═══ TASK DATA ═══

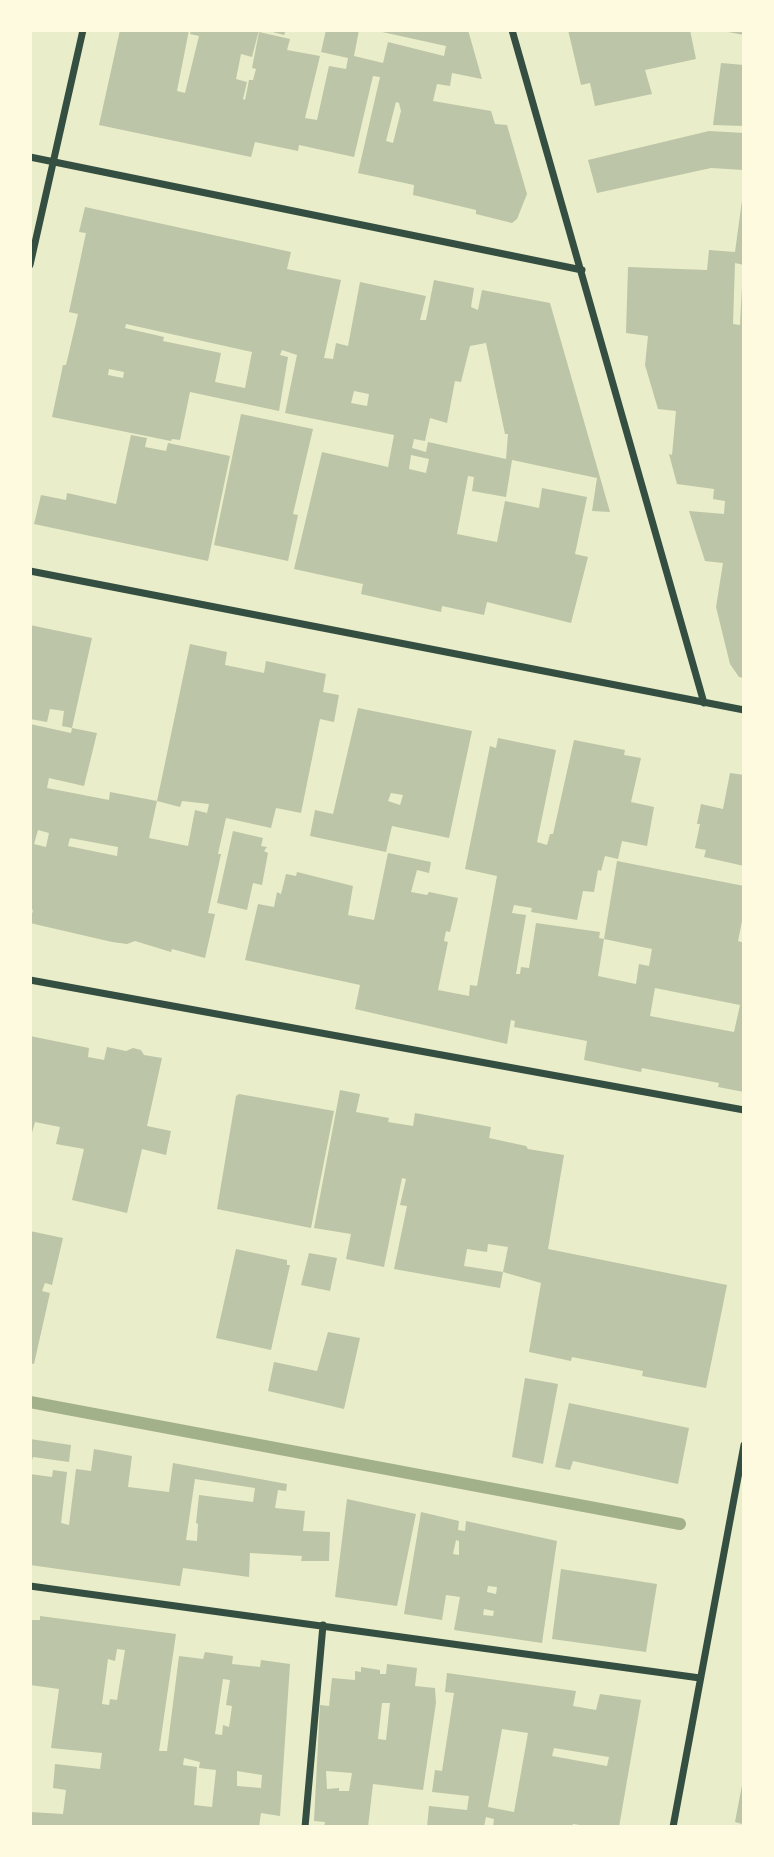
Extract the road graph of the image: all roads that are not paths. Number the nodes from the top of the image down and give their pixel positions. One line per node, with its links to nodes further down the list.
1 (83, 30): 4 (street)
2 (512, 30): 6 (street)
3 (30, 157): 4 (street)
4 (52, 162): 5 (street); 6 (street)
5 (30, 265)
6 (582, 270): 8 (street)
7 (30, 571): 8 (street)
8 (704, 704): 9 (street)
9 (744, 710)
10 (30, 980): 11 (street)
11 (744, 1111)
12 (744, 1445): 15 (street)
13 (30, 1586): 14 (street)
14 (323, 1625): 15 (street); 16 (street)
15 (700, 1678): 17 (street)
16 (304, 1827)
17 (673, 1827)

═══

ASSIGNMENT: The data must be reproduced exactly, and no picture may appear in the copy.

SOLUTION TO THIS EXERCISE:
Extract the road graph of the image: all roads that are not paths. Number the nodes from the top of the image down and give their pixel positions. One line per node, with its links to nodes further down the list.
1 (83, 30): 4 (street)
2 (512, 30): 6 (street)
3 (30, 157): 4 (street)
4 (52, 162): 5 (street); 6 (street)
5 (30, 265)
6 (582, 270): 8 (street)
7 (30, 571): 8 (street)
8 (704, 704): 9 (street)
9 (744, 710)
10 (30, 980): 11 (street)
11 (744, 1111)
12 (744, 1445): 15 (street)
13 (30, 1586): 14 (street)
14 (323, 1625): 15 (street); 16 (street)
15 (700, 1678): 17 (street)
16 (304, 1827)
17 (673, 1827)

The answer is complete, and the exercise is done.